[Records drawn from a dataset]
►

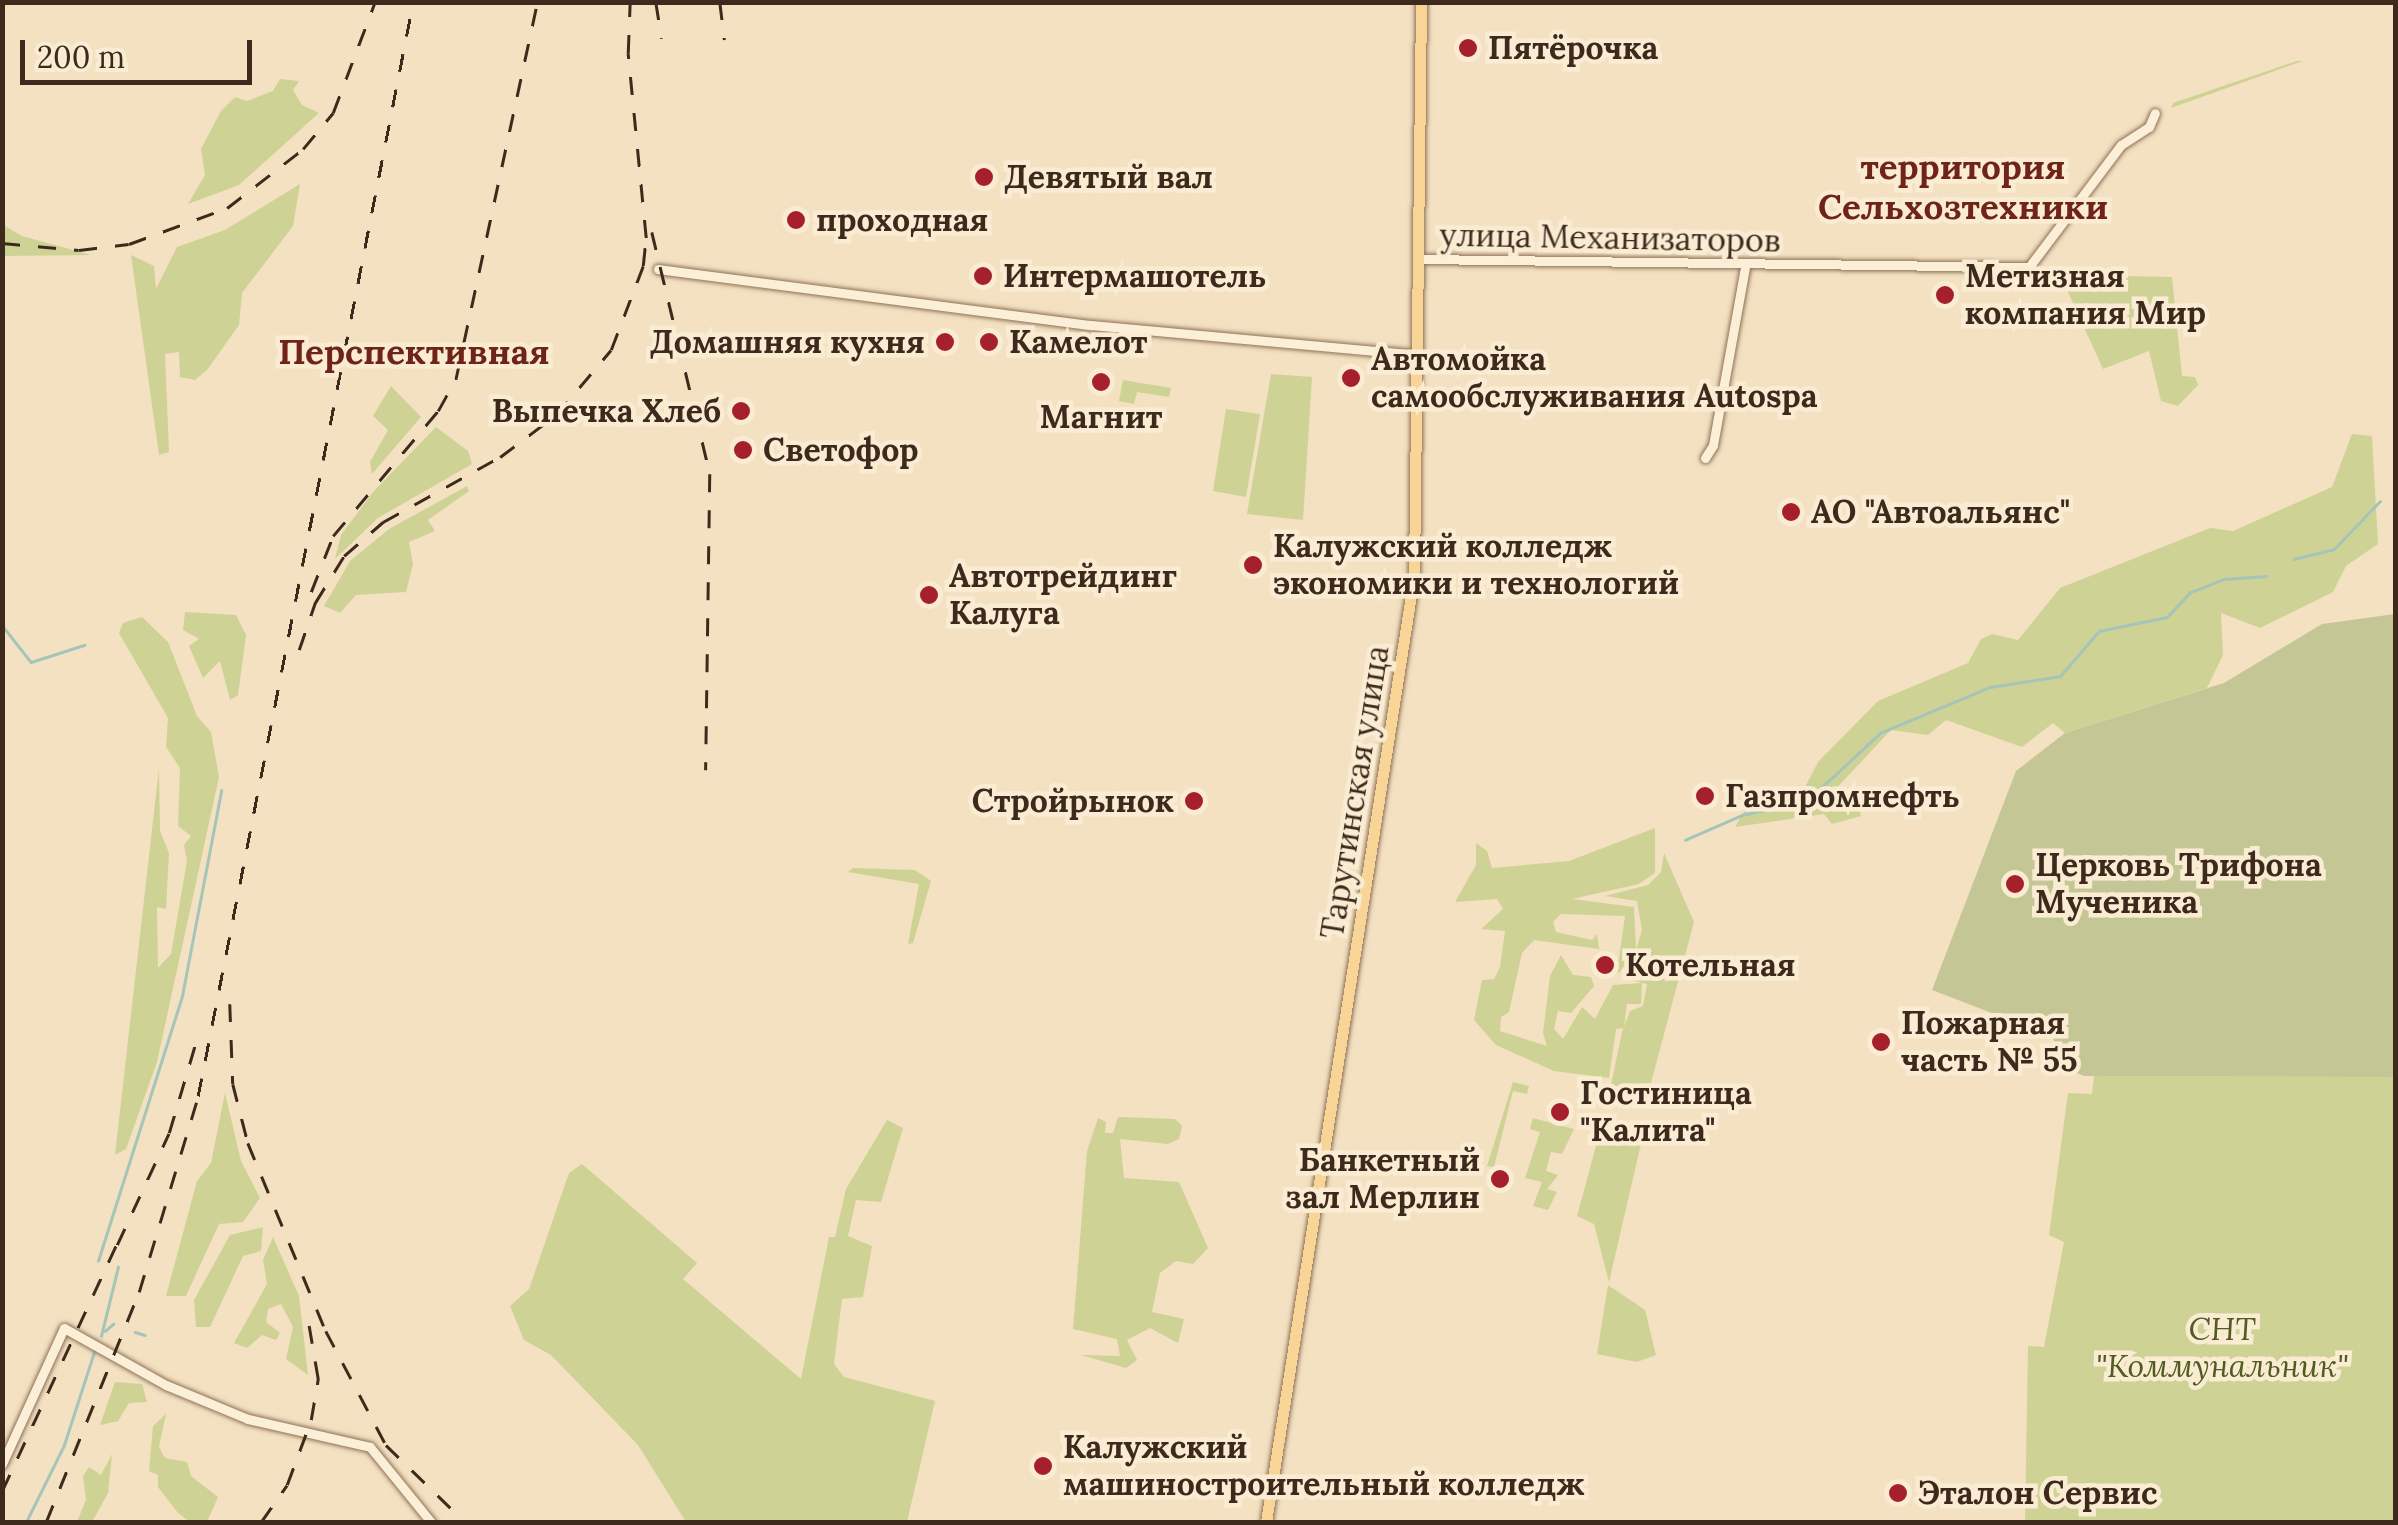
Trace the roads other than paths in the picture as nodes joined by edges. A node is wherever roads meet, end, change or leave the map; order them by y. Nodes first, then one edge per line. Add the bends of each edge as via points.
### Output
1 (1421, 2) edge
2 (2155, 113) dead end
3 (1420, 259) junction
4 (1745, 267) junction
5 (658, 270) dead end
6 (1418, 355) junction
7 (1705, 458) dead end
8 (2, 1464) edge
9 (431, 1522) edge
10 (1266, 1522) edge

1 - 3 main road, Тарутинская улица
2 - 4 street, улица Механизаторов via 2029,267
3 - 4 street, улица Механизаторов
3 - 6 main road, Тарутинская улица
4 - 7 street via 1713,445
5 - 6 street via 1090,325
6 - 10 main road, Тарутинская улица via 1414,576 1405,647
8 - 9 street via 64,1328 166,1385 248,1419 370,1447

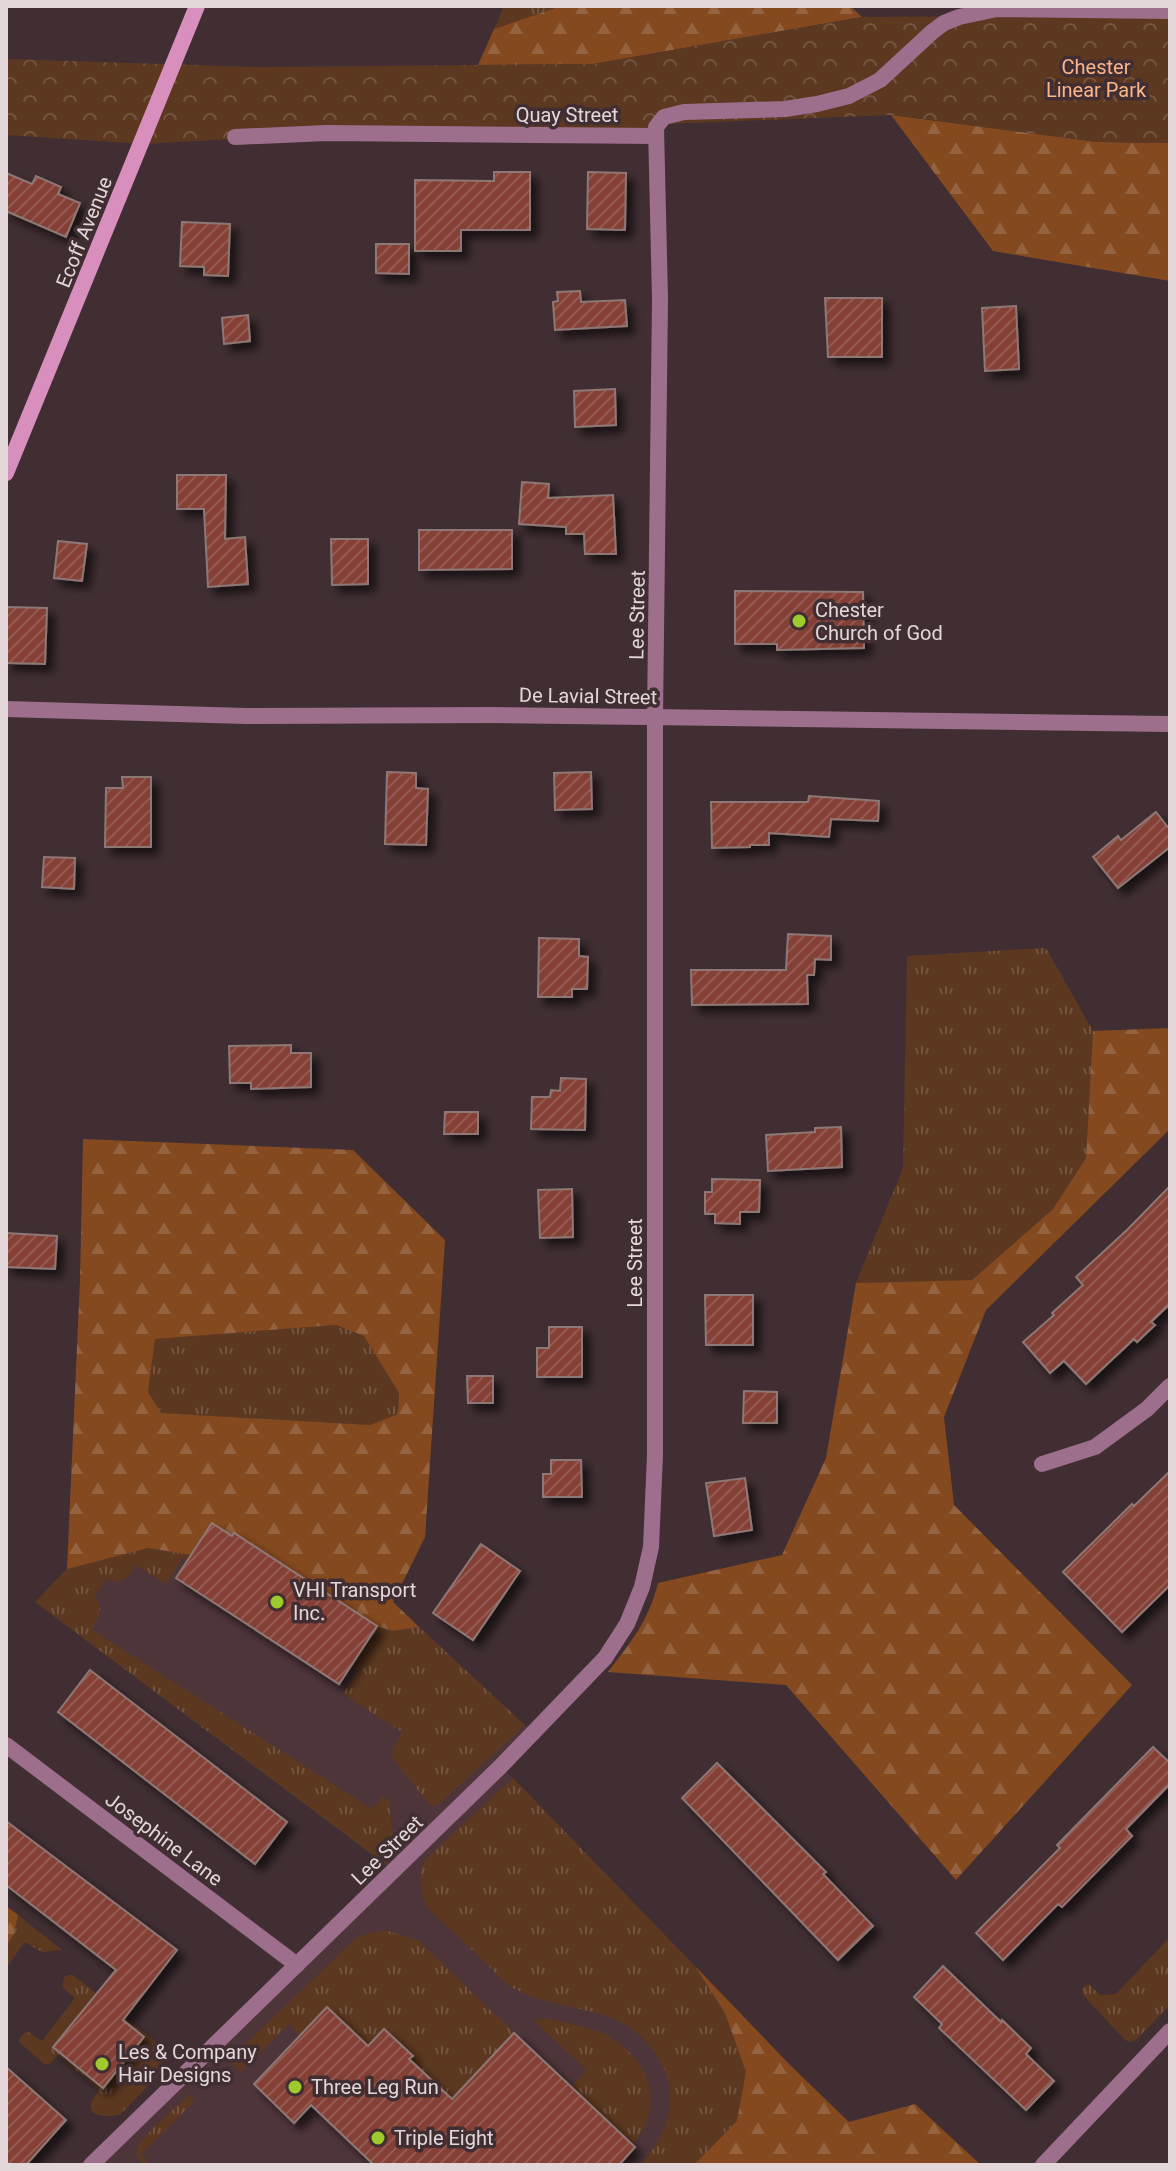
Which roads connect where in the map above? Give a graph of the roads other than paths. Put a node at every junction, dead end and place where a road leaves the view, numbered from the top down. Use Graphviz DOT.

◄

Each record should be quoted exactly, with the images omitted.

■ Answer box
Trace the roads other than paths in the picture as nodes joined by edges. A node is wherever roads meet, end, change or leave the map; order them by y. Nodes first, then one edge per line. Add the bends of each edge as via points.
### Output
1 (1421, 2) edge
2 (2155, 113) dead end
3 (1420, 259) junction
4 (1745, 267) junction
5 (658, 270) dead end
6 (1418, 355) junction
7 (1705, 458) dead end
8 (2, 1464) edge
9 (431, 1522) edge
10 (1266, 1522) edge

1 - 3 main road, Тарутинская улица
2 - 4 street, улица Механизаторов via 2029,267
3 - 4 street, улица Механизаторов
3 - 6 main road, Тарутинская улица
4 - 7 street via 1713,445
5 - 6 street via 1090,325
6 - 10 main road, Тарутинская улица via 1414,576 1405,647
8 - 9 street via 64,1328 166,1385 248,1419 370,1447

Which roads connect where in the map above? Give a graph of the roads other than paths. Put a node at every junction, dead end and place where a road leaves the view, numbered from the top down. Use Graphviz DOT.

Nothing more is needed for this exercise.